Controller logs collections growing unbounded

Bug #1811147 reported by Paul Collins
20
This bug affects 3 people
Affects Status Importance Assigned to Milestone
Canonical Juju
Fix Released
High
Tim Penhey

Bug Description

Over the 2018 year-end break, we had a couple of incidents with our large production Juju 2 controller (running 2.4.7) where the logs collections for a handful of models grew to an extremely large size. Times and sizes for the largest offender (timestamps manually adjusted from NZDT to UTC, hopefully correctly!):

2018-12-25T01:59:34 <pjdc> logs.logs.ef6d8809-0b33-4461-845f-ddee6ca668dd: 14.1 GB (4.8 GB)
2018-12-26T21:19:14 <pjdc> logs.logs.ef6d8809-0b33-4461-845f-ddee6ca668dd: 25.2 GB (5.4 GB)

After each incident I simply dropped the offending collection, so as you can see here it regrew from 0 documents to that size in a pretty short time.

(Values obtained with https://gist.github.com/joeyAghion/6511184#gistcomment-1644191)

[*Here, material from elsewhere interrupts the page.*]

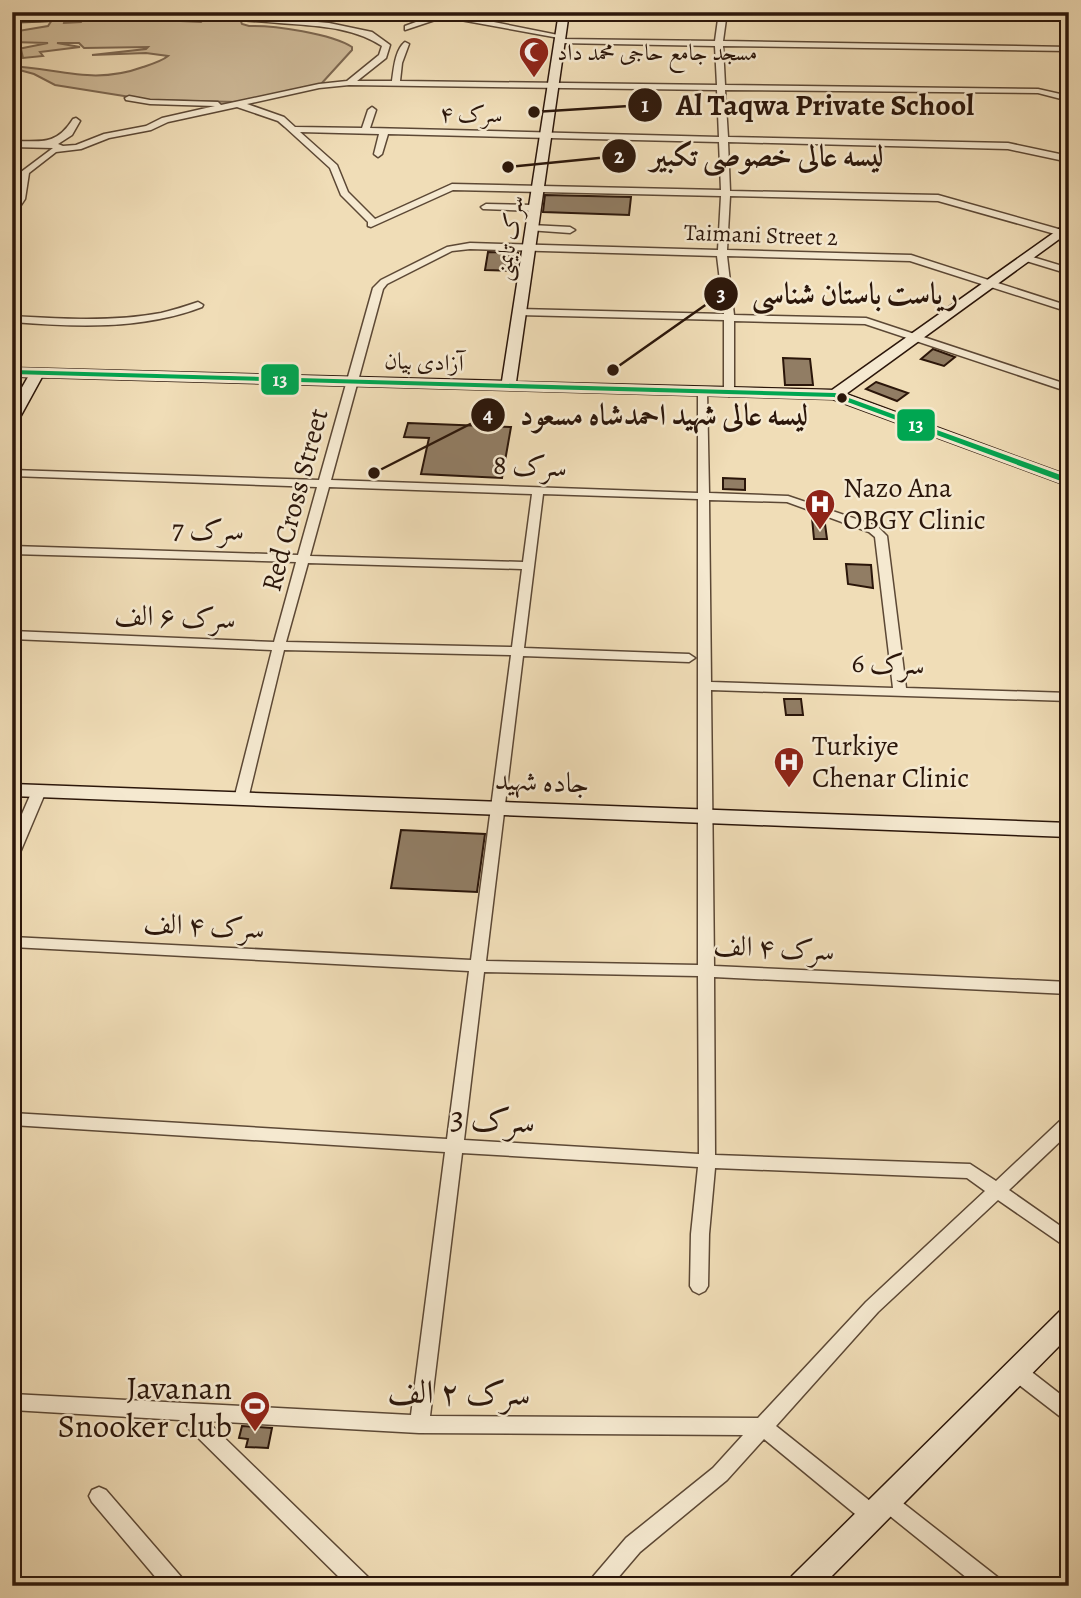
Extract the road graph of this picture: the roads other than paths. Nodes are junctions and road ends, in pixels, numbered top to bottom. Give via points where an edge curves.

Ordinarily /var/lib/juju/db on this controller is about 26G or so; while this was happening, it would reach 39G, which is a lot of pressure on a 50G machine, and required a bunch of work to resync and compact the mongodb secondaries after dropping the collections on the primary. (This may not have strictly been necessary; during the second incident one of the secondaries released the space while I was resyncing the other, but perhaps this is a quirk of how its data happened to be laid out at the time and is not reliable. Anyway.)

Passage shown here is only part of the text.